Sabine gave 0.21 seconds; Eyring gives 0.18 seconds. Again, about 15% difference. In a highly treated room, Eyring’s logarithm kicks in more dramatically.

Eyring in Highly Treated Studios

Professional mixing and mastering studios often aim for RT60 around 1.2 seconds with targeted absorption throughout the room. The room has diffusers, bass traps, absorptive panels, and soft furnishings—high absorption overall.

Using Eyring to design this, you’d calculate backward: “I want 1.2 sec RT60. My room volume is 80 m³, surface area is 150 m². What average α do I need?”

Rearranging: 1 – α = e^(-0.161 × V / (0.161 × RT60 × S))

This is complex, so use a calculator tool for backward calculation. But the principle is: Eyring helps you predict absorption needs in treated rooms more accurately than Sabine.

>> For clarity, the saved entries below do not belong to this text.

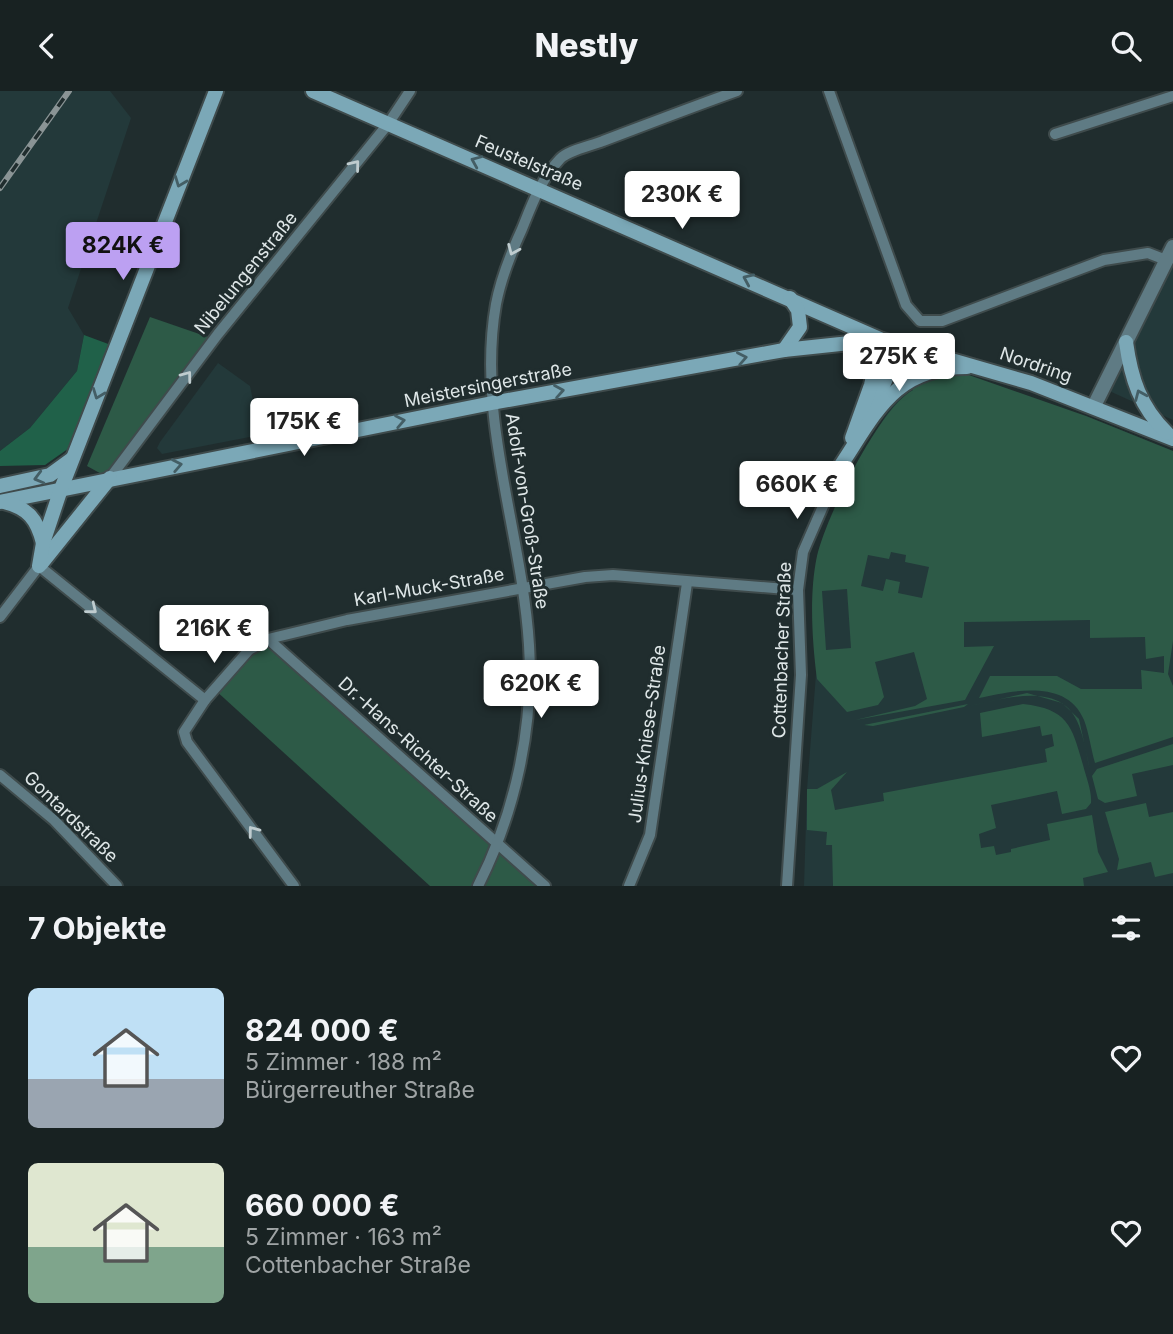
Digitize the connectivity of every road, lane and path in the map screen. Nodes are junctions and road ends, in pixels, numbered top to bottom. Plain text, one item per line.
1 (216, 91) edge
2 (313, 91) edge
3 (410, 91) edge
4 (737, 91) edge
5 (829, 91) edge
6 (1173, 96) edge
7 (388, 124) junction
8 (1055, 134) dead end
9 (539, 187) junction
10 (1173, 247) edge
11 (1166, 260) junction
12 (790, 298) junction
13 (883, 340) junction
14 (1126, 342) junction
15 (900, 344) junction
16 (784, 350) junction
17 (985, 367) junction
18 (492, 403) junction
19 (1094, 406) junction
20 (865, 429) junction
21 (1173, 439) edge
22 (73, 458) junction
23 (841, 465) junction
24 (110, 478) junction
25 (0, 486) edge
26 (61, 489) junction
27 (1, 501) edge
28 (53, 512) junction
29 (69, 530) junction
30 (43, 543) junction
31 (39, 566) junction
32 (687, 583) junction
33 (524, 588) junction
34 (798, 590) junction
35 (0, 617) edge
36 (268, 639) junction
37 (205, 699) junction
38 (0, 775) edge
39 (499, 845) junction
40 (117, 886) edge
41 (294, 886) edge
42 (478, 886) edge
43 (545, 886) edge
44 (629, 886) edge
45 (787, 886) edge

1 -> 22 main road
2 - 7 main road, Feustelstraße
3 - 7 street, Nibelungenstraße
4 - 9 street, Adolf-von-Groß-Straße
5 - 11 street
6 - 8 street
9 -> 7 main road, Feustelstraße
24 -> 7 street, Nibelungenstraße
12 -> 9 main road, Feustelstraße
9 -> 18 street, Adolf-von-Groß-Straße
10 - 11 street
11 - 14 street
12 - 13 main road, Feustelstraße
12 - 16 main road
13 - 15 main road, Nordring
13 - 16 main road, Meistersingerstraße
13 - 23 main road
14 - 19 street
21 -> 14 main road
15 - 17 main road, Nordring
15 - 20 main road
18 -> 16 main road, Meistersingerstraße
17 - 19 main road, Nordring
17 - 20 main road
24 -> 18 main road, Meistersingerstraße
18 - 33 street, Adolf-von-Groß-Straße
19 - 21 main road, Nordring
20 - 23 main road
22 -> 25 main road
22 - 26 main road
23 - 34 street, Cottenbacher Straße
24 - 26 main road, Meistersingerstraße
24 - 29 main road
26 - 27 main road, Meistersingerstraße
26 - 28 main road
27 - 30 main road
28 - 29 main road
28 - 30 main road
29 - 31 main road
30 - 31 main road
31 - 35 street
31 -> 37 street
32 - 33 street, Karl-Muck-Straße
32 - 34 street, Karl-Muck-Straße
32 - 44 street, Julius-Kniese-Straße
33 - 36 street, Karl-Muck-Straße
33 - 39 street, Adolf-von-Groß-Straße
34 - 45 street, Cottenbacher Straße
36 - 37 street, Karl-Muck-Straße
36 - 39 street, Dr.-Hans-Richter-Straße
41 -> 37 street, Karl-Muck-Straße
38 - 40 street, Gontardstraße
39 - 42 street, Adolf-von-Groß-Straße
39 - 43 street, Dr.-Hans-Richter-Straße

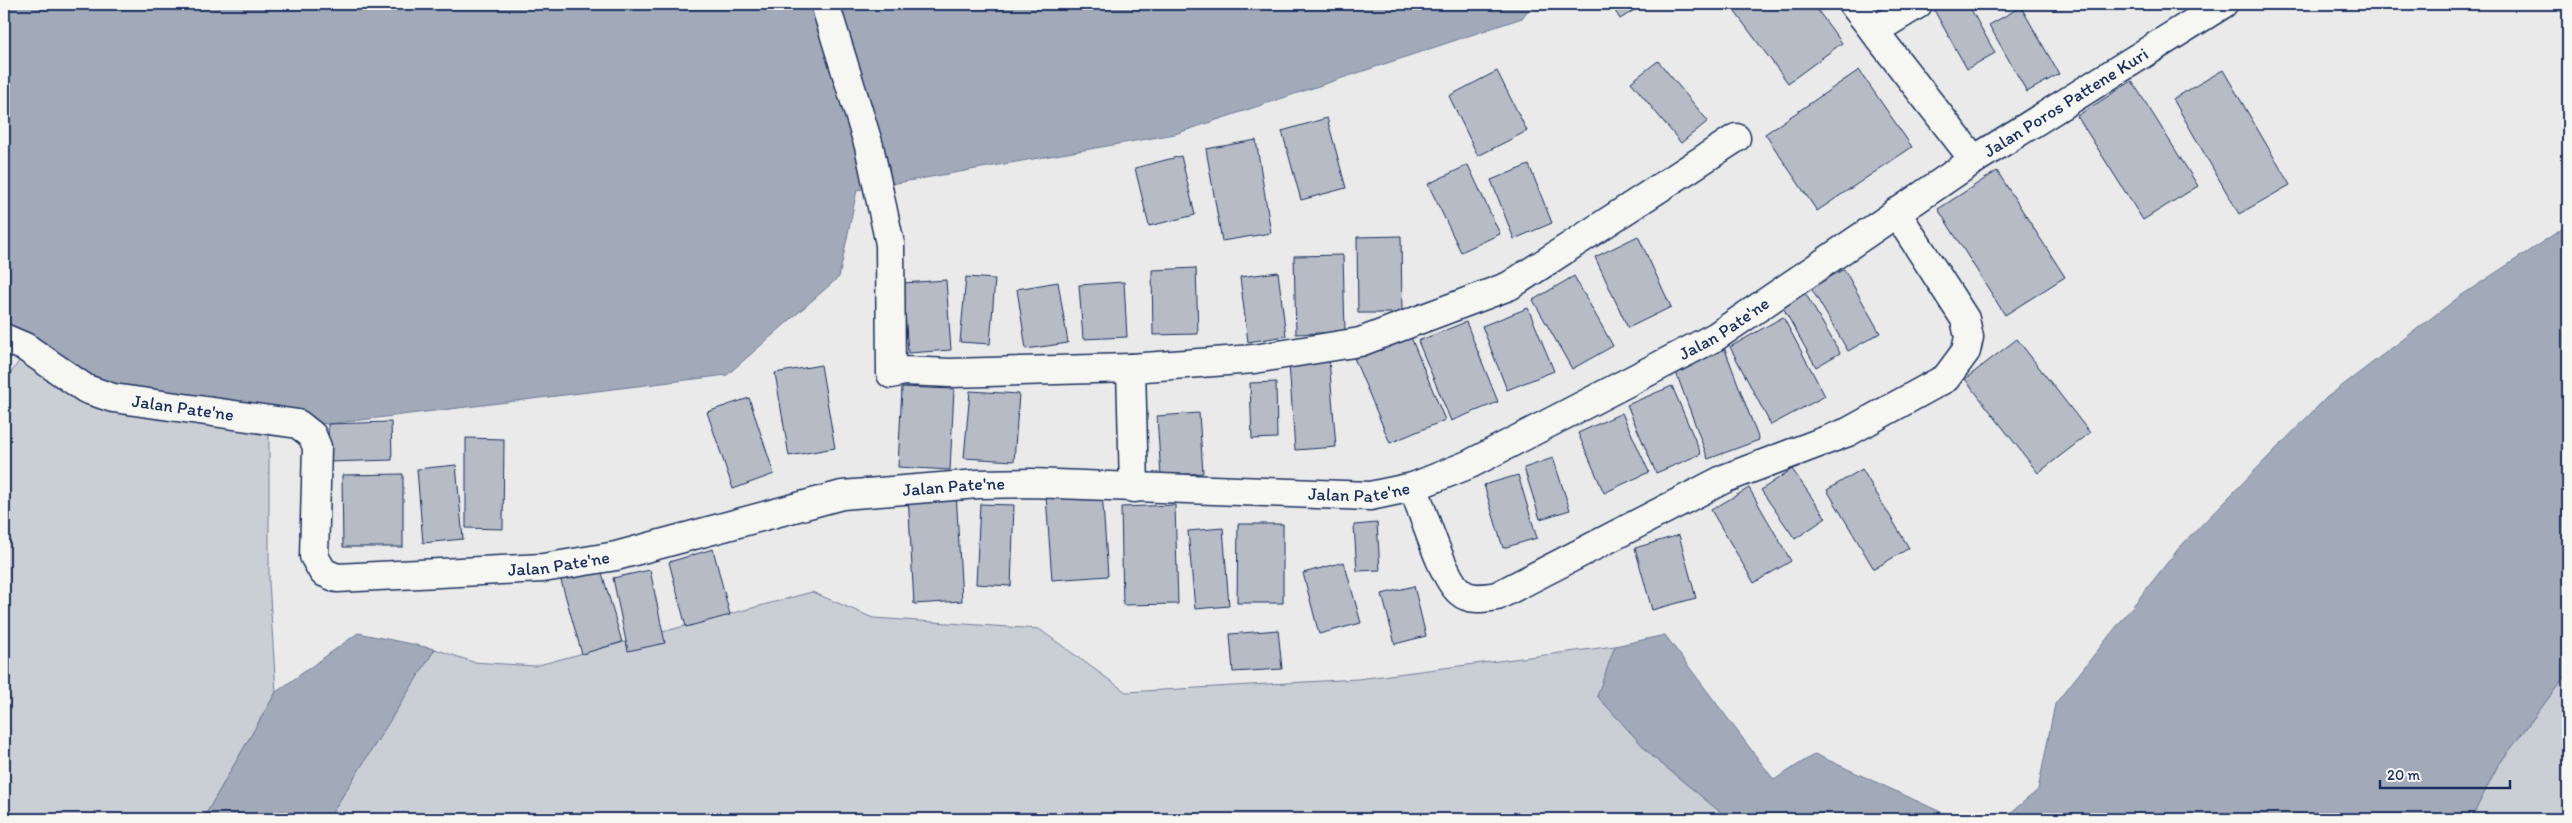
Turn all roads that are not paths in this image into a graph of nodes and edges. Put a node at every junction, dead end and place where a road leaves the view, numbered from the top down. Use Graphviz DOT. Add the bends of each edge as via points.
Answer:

For studio design where precision matters, Eyring is worth using. For rough estimates and concert halls, Sabine is standard.

Limitations of Eyring

Like Sabine, Eyring assumes:

  • Sound bounces uniformly throughout the room (diffuse field)
  • All surfaces contribute equally to absorption
  • No standing waves, room modes, or geometric anomalies
  • Averaged absorption across all frequencies

Real rooms don’t match these assumptions. Furniture, people, and room shape create irregular reflections. Very low frequencies (bass) develop modes that Eyring can’t predict. Very high frequencies diffract differently.

Eyring is better than Sabine for highly absorbent rooms, but it’s still an estimate. For definitive answers, measure RT60 in your actual space using test signals and sound level meters.

The formula is a design tool, not a guarantee. Use it for planning; verify with measurement.

Frequently Asked Questions

Is Eyring more accurate than Sabine in all cases?

No. Eyring is more accurate in highly absorbent rooms (α > 0.3). In moderately absorbent rooms (α < 0.2), Sabine is fine. They’re designed for different scenarios. Use Sabine for general purpose; Eyring for heavily treated studios.

How do I know my room’s average absorption coefficient?

Look up absorption values for each material in ISO 11654 or equivalent standards. Measure each surface, multiply by its absorption, sum, and divide by total surface area. This is tedious but necessary for either formula. See the Sabine article for a step-by-step example.

Can I calculate RT60 at different frequencies with Eyring?

Yes. Absorption coefficients vary by frequency. Eyring (like Sabine) can be applied per frequency band if you have absorption data at those frequencies. Most standard references give absorption at 125, 250, 500, 1000, 2000, and 4000 Hz. Run Eyring separately for each frequency to see how RT60 varies.

Does Eyring account for room shape or parallel walls?

No. Both Eyring and Sabine treat the room as a uniform acoustic space and ignore geometry. Parallel walls create standing waves and modes that the formulas can’t predict. For acoustic design, avoid parallel walls when possible and use diffusers to break up reflections—elements that Eyring and Sabine can’t model but that matter in practice.